Queleas

Kruger National Park · May 2019
By Given Mhlongo
Trainee Guide

We have been very lucky again this year with very big flocks of red-billed queleas visiting our concession for feeding and breeding. We had seven different colonies on our concession alone.

Queleas are the most prolific species of birds in Africa and, in fact, they are the second most prolific bird species in the world, second only to chickens. The males have a red colour on the beak.

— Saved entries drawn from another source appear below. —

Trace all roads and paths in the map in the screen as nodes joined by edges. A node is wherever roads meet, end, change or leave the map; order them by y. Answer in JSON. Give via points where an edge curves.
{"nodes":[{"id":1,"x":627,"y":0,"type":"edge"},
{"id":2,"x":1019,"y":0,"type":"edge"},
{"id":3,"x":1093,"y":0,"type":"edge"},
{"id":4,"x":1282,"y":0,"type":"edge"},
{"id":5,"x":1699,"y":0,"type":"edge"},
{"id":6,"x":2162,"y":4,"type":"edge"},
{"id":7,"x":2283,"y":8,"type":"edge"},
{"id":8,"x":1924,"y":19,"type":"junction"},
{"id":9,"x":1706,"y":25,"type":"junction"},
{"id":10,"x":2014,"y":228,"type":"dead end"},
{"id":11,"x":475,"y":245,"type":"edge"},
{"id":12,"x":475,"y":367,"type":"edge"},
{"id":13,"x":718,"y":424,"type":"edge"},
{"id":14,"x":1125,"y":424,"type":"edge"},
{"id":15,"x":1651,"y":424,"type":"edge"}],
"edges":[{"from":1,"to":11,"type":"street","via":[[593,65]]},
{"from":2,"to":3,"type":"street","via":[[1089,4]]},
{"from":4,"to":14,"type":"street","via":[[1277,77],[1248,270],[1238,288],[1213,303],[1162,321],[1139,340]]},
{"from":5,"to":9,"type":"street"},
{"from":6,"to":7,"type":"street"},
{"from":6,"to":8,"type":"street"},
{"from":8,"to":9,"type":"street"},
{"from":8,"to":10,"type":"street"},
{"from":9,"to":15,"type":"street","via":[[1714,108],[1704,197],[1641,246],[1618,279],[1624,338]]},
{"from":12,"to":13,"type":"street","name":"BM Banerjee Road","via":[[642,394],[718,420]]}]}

As seasonal migrants they visit our property every year from February to the end of May due to the amount of grass and water in the area. They come to our area especially for feeding on the guinea grass seeds. When they feed or drink, they make use of a rolling type of movement, whereby birds at the back can also get the fresh grass in the front. They drink water at regular spots in the afternoon before they go back to the roosting spots. They are social and gregarious and they roost together in huge numbers for safety. It is always great to position our vehicle for sundowners on one of the flight paths or at one of these drinking spots, ending off the day watching these beautiful little birds in their millions. The rolling fashion of their drinking is something amazing to witness, and it is always a highlight for any guest’s stay.

During breeding both the male and female birds help to construct the nest for the chicks. When the chicks hatch the male and female will jointly take responsibility for feeding the chicks until they are able to fly. At this time many of species of predators are attracted because the chicks are easy targets. Predators such as lesser spotted eagles, genets, snakes and many more will predate heavily on the young birds and the eggs.